_YOUR INSTRUCTIONS_.
Extract all of the entries and give them again, word for word.

━━━ SUPPLIED RECORDS

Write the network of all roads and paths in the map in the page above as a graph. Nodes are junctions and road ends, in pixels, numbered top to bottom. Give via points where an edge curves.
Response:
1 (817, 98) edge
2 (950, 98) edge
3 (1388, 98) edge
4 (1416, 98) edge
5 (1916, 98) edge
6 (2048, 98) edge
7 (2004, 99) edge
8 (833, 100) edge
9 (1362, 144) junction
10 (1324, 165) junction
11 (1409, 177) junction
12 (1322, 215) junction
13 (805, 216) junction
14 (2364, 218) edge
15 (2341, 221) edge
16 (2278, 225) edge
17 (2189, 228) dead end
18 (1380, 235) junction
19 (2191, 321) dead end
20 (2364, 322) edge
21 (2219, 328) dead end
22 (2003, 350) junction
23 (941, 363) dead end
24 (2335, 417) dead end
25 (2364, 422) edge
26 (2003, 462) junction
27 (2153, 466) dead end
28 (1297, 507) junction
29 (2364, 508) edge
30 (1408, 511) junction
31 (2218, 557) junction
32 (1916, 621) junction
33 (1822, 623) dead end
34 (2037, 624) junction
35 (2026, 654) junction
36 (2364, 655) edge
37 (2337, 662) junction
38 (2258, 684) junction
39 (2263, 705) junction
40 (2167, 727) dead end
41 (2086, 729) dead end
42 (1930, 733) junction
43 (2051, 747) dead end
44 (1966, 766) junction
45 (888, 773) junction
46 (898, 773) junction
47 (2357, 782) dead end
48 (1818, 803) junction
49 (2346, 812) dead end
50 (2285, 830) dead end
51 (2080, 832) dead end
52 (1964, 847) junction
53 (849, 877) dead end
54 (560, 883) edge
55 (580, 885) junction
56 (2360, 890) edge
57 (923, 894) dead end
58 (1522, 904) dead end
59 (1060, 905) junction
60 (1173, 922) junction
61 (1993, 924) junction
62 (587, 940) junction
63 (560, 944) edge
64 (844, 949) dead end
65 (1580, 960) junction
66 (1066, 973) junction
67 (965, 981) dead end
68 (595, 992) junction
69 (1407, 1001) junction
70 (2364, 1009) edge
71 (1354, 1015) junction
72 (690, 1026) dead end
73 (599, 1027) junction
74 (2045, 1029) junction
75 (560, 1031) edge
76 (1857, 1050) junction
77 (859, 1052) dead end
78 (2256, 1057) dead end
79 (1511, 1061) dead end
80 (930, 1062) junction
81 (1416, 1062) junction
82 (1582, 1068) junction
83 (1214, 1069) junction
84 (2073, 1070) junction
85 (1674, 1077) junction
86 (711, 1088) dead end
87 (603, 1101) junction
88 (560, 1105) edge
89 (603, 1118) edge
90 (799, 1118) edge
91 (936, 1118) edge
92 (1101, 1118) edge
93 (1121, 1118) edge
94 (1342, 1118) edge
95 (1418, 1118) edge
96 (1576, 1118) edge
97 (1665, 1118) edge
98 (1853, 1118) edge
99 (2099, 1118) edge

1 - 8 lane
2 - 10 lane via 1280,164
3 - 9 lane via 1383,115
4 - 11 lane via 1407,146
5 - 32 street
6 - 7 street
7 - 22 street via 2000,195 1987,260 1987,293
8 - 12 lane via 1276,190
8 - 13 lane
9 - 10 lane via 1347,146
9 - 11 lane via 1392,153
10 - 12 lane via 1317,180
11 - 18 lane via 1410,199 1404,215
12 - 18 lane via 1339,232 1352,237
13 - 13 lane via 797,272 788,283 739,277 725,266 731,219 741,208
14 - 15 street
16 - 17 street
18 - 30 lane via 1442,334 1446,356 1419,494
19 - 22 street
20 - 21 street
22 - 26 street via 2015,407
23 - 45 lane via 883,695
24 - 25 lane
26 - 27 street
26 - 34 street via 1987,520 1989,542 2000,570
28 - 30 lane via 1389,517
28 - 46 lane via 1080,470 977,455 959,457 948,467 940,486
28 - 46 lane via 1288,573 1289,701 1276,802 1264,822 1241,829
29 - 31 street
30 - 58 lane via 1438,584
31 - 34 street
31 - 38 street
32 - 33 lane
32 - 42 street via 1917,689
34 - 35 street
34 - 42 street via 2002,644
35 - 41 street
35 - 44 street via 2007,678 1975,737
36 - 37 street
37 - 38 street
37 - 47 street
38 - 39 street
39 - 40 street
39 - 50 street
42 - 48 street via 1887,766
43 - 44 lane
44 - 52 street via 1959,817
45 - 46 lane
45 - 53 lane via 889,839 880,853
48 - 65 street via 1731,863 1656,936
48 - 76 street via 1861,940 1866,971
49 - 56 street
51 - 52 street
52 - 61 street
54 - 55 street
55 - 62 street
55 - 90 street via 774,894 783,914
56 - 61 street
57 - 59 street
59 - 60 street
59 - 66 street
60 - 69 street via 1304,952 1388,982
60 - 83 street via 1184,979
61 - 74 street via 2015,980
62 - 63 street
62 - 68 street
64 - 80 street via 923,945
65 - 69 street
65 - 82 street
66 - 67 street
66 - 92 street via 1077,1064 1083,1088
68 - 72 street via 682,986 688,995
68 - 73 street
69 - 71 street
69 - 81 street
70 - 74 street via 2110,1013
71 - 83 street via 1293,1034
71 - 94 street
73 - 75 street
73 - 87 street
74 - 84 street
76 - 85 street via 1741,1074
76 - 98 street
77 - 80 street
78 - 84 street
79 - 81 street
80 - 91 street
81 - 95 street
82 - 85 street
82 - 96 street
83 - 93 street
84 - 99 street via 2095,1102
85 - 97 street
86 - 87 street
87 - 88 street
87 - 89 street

━━━━━━

_SOLUTION_.
Write the network of all roads and paths in the map in the page above as a graph. Nodes are junctions and road ends, in pixels, numbered top to bottom. Give via points where an edge curves.
Response:
1 (817, 98) edge
2 (950, 98) edge
3 (1388, 98) edge
4 (1416, 98) edge
5 (1916, 98) edge
6 (2048, 98) edge
7 (2004, 99) edge
8 (833, 100) edge
9 (1362, 144) junction
10 (1324, 165) junction
11 (1409, 177) junction
12 (1322, 215) junction
13 (805, 216) junction
14 (2364, 218) edge
15 (2341, 221) edge
16 (2278, 225) edge
17 (2189, 228) dead end
18 (1380, 235) junction
19 (2191, 321) dead end
20 (2364, 322) edge
21 (2219, 328) dead end
22 (2003, 350) junction
23 (941, 363) dead end
24 (2335, 417) dead end
25 (2364, 422) edge
26 (2003, 462) junction
27 (2153, 466) dead end
28 (1297, 507) junction
29 (2364, 508) edge
30 (1408, 511) junction
31 (2218, 557) junction
32 (1916, 621) junction
33 (1822, 623) dead end
34 (2037, 624) junction
35 (2026, 654) junction
36 (2364, 655) edge
37 (2337, 662) junction
38 (2258, 684) junction
39 (2263, 705) junction
40 (2167, 727) dead end
41 (2086, 729) dead end
42 (1930, 733) junction
43 (2051, 747) dead end
44 (1966, 766) junction
45 (888, 773) junction
46 (898, 773) junction
47 (2357, 782) dead end
48 (1818, 803) junction
49 (2346, 812) dead end
50 (2285, 830) dead end
51 (2080, 832) dead end
52 (1964, 847) junction
53 (849, 877) dead end
54 (560, 883) edge
55 (580, 885) junction
56 (2360, 890) edge
57 (923, 894) dead end
58 (1522, 904) dead end
59 (1060, 905) junction
60 (1173, 922) junction
61 (1993, 924) junction
62 (587, 940) junction
63 (560, 944) edge
64 (844, 949) dead end
65 (1580, 960) junction
66 (1066, 973) junction
67 (965, 981) dead end
68 (595, 992) junction
69 (1407, 1001) junction
70 (2364, 1009) edge
71 (1354, 1015) junction
72 (690, 1026) dead end
73 (599, 1027) junction
74 (2045, 1029) junction
75 (560, 1031) edge
76 (1857, 1050) junction
77 (859, 1052) dead end
78 (2256, 1057) dead end
79 (1511, 1061) dead end
80 (930, 1062) junction
81 (1416, 1062) junction
82 (1582, 1068) junction
83 (1214, 1069) junction
84 (2073, 1070) junction
85 (1674, 1077) junction
86 (711, 1088) dead end
87 (603, 1101) junction
88 (560, 1105) edge
89 (603, 1118) edge
90 (799, 1118) edge
91 (936, 1118) edge
92 (1101, 1118) edge
93 (1121, 1118) edge
94 (1342, 1118) edge
95 (1418, 1118) edge
96 (1576, 1118) edge
97 (1665, 1118) edge
98 (1853, 1118) edge
99 (2099, 1118) edge

1 - 8 lane
2 - 10 lane via 1280,164
3 - 9 lane via 1383,115
4 - 11 lane via 1407,146
5 - 32 street
6 - 7 street
7 - 22 street via 2000,195 1987,260 1987,293
8 - 12 lane via 1276,190
8 - 13 lane
9 - 10 lane via 1347,146
9 - 11 lane via 1392,153
10 - 12 lane via 1317,180
11 - 18 lane via 1410,199 1404,215
12 - 18 lane via 1339,232 1352,237
13 - 13 lane via 797,272 788,283 739,277 725,266 731,219 741,208
14 - 15 street
16 - 17 street
18 - 30 lane via 1442,334 1446,356 1419,494
19 - 22 street
20 - 21 street
22 - 26 street via 2015,407
23 - 45 lane via 883,695
24 - 25 lane
26 - 27 street
26 - 34 street via 1987,520 1989,542 2000,570
28 - 30 lane via 1389,517
28 - 46 lane via 1080,470 977,455 959,457 948,467 940,486
28 - 46 lane via 1288,573 1289,701 1276,802 1264,822 1241,829
29 - 31 street
30 - 58 lane via 1438,584
31 - 34 street
31 - 38 street
32 - 33 lane
32 - 42 street via 1917,689
34 - 35 street
34 - 42 street via 2002,644
35 - 41 street
35 - 44 street via 2007,678 1975,737
36 - 37 street
37 - 38 street
37 - 47 street
38 - 39 street
39 - 40 street
39 - 50 street
42 - 48 street via 1887,766
43 - 44 lane
44 - 52 street via 1959,817
45 - 46 lane
45 - 53 lane via 889,839 880,853
48 - 65 street via 1731,863 1656,936
48 - 76 street via 1861,940 1866,971
49 - 56 street
51 - 52 street
52 - 61 street
54 - 55 street
55 - 62 street
55 - 90 street via 774,894 783,914
56 - 61 street
57 - 59 street
59 - 60 street
59 - 66 street
60 - 69 street via 1304,952 1388,982
60 - 83 street via 1184,979
61 - 74 street via 2015,980
62 - 63 street
62 - 68 street
64 - 80 street via 923,945
65 - 69 street
65 - 82 street
66 - 67 street
66 - 92 street via 1077,1064 1083,1088
68 - 72 street via 682,986 688,995
68 - 73 street
69 - 71 street
69 - 81 street
70 - 74 street via 2110,1013
71 - 83 street via 1293,1034
71 - 94 street
73 - 75 street
73 - 87 street
74 - 84 street
76 - 85 street via 1741,1074
76 - 98 street
77 - 80 street
78 - 84 street
79 - 81 street
80 - 91 street
81 - 95 street
82 - 85 street
82 - 96 street
83 - 93 street
84 - 99 street via 2095,1102
85 - 97 street
86 - 87 street
87 - 88 street
87 - 89 street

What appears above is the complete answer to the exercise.